Le Collectif de la Prévalaye, voisin de Perma G’Rennes, est créé en 2018 sous le nom de “Collectif de sauvegarde de la Prévalaye”.

Avec d’autres collectifs et associations, comme Extinction Rebellion, Résistance Écologique Rennes, Alternatiba, YouthForClimate… ils organisent le premier rassemblement festif et militant à la Prévalaye en Janvier 2021.

Le même mois, une action “Plantation Rébellion” permet de planter plus de 300 arbres en une après-midi, remportant une victoire sur le Stade Rennais : face à la pression, ils passent de 8 à 3,5 hectares de terrain ! (en réalité, le Stade Rennais a un peu mytho : la mairie de Rennes leur garde encore 5 hectares de côté)

Source : Collectif de la Prévalaye

Mais le coup de théâtre est en Avril 2021. A l’occasion d’une manifestation organisée avec Les Soulèvements de la Terre, interdite par la Préfecture et réprimée par un escadron policier important, 400 personnes ont tout de même marché jusqu’à la Prévalaye…

Une parcelle de terre appartenant à la ville a été prise et est depuis occupée par les militants de la sauvegarde de la Prévalaye : le JAD (Jardin A Défendre) de la Prévalaye est né !

Cette parcelle est destinée à devenir un parking du Stade Rennais. C’est maintenant un lieu où l’on cultive à la fois la nature et la lutte.

L’occupation est illégale, mais la mairie n’a pour l’instant pas annoncé d’expulsion, pour ne pas attiser les braises dans un contexte déjà très tendu.

Nous souhaitons que cet espace puisse produire de la nourriture pour les habitant.e.s du quartier, pour les personnes qui en prennent soin et pour des réseaux d’aide alimentaire locaux. Chacun.e peut y venir jardiner pour expérimenter, donner des graines ou des plants, échanger des conseils“.

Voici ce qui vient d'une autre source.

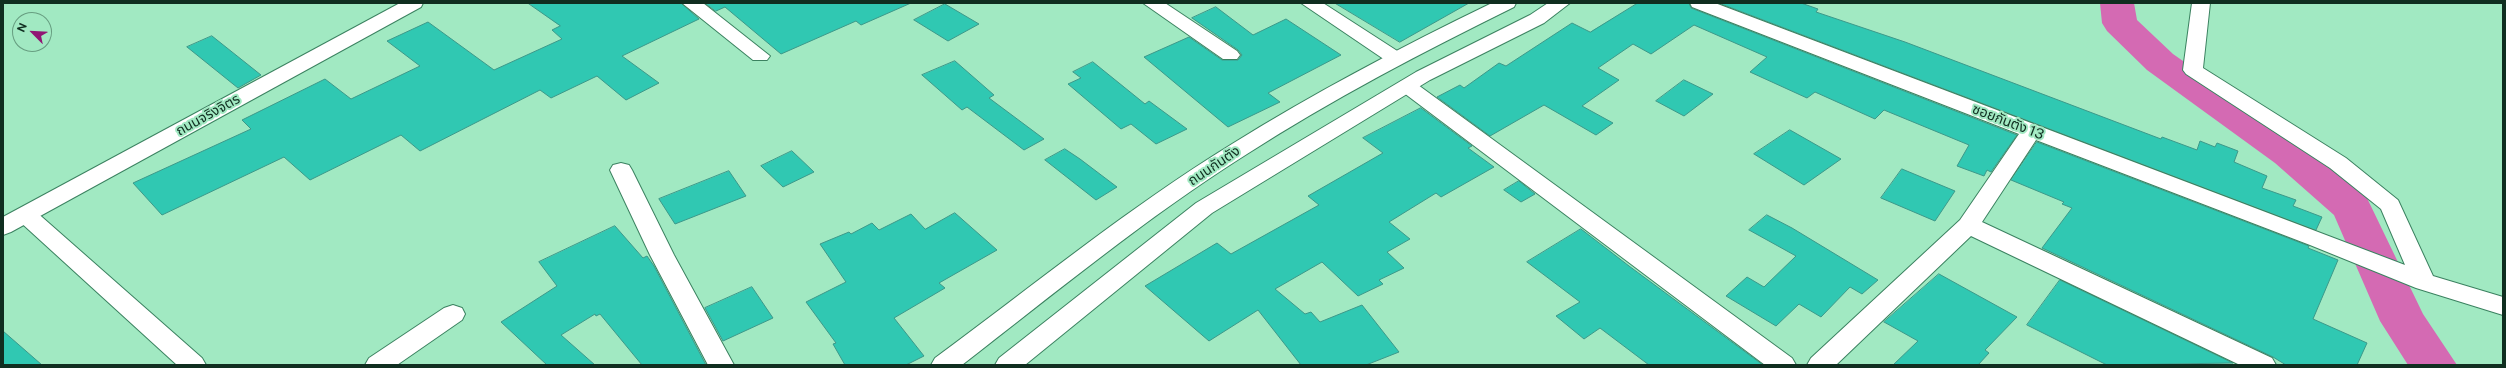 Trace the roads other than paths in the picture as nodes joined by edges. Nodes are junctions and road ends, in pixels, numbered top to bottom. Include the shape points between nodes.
1 (414, 3) edge
2 (691, 3) edge
3 (1152, 3) edge
4 (1310, 3) edge
5 (1561, 3) edge
6 (1699, 3) edge
7 (2201, 3) edge
8 (1500, 4) edge
9 (1230, 55) dead end
10 (760, 56) dead end
11 (1395, 58) junction
12 (1415, 81) junction
13 (2031, 131) junction
14 (621, 170) dead end
15 (26, 215) junction
16 (1968, 225) junction
17 (3, 227) edge
18 (1074, 267) junction
19 (2424, 282) junction
20 (1104, 288) junction
21 (2503, 306) edge
22 (453, 314) dead end
23 (194, 365) edge
24 (378, 365) edge
25 (721, 365) edge
26 (944, 365) edge
27 (1008, 365) edge
28 (1783, 365) edge
29 (1820, 365) edge
30 (2263, 365) edge

1 - 15 street, ถนนจริงจิตร
2 - 10 street
3 - 9 street
4 - 11 street
5 - 12 street, ถนนกันตัง via 1537,19
6 - 13 street, ซอยกันตัง 13
7 - 19 street via 2193,70 2338,163 2390,205
8 - 11 street, ถนนกันตัง
11 - 12 street
11 - 18 street, ถนนกันตัง via 1239,149 1144,214
12 - 20 street, ถนนกันตัง via 1204,208
12 - 28 street
13 - 16 street
13 - 19 street, ซอยกันตัง 13 via 2318,239
14 - 25 street via 662,255
15 - 17 street, ถนนจริงจิตร
15 - 23 street
16 - 29 street
16 - 30 street
18 - 20 street
18 - 26 street, ถนนกันตัง
19 - 21 street, ซอยกันตัง 13
20 - 27 street, ถนนกันตัง
22 - 24 street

Nous cultivons en utilisant des pratiques de non travail du sol : fauche, occultation, paillage… des techniques efficaces sur petites surfaces permettant de se passer de mécanisation tout en préservant la vie du sol.

Source : Affichage au JAD de la Prévalaye

Quels objectifs ?

– se réapproprier collectivement la Prévalaye, son paysage de bocage et sa vocation agricole historique

– maintenir et développer la production alimentaire locale paysanne

– préserver les ressources en eau et en biodiversité

– mettre fin aux baux triennaux (précaires) afin de garantir aux agriculteur‑rices sur place une sécurité et une pérennité

Se relier aux problématiques rennaises :

– freiner la densification et l’étalement de la ville

– entretenir l’inter-orga en mettant des forces en commun pour lutter contre d’autres projets (par exemple ViaSilva, à Cesson-Sévigné)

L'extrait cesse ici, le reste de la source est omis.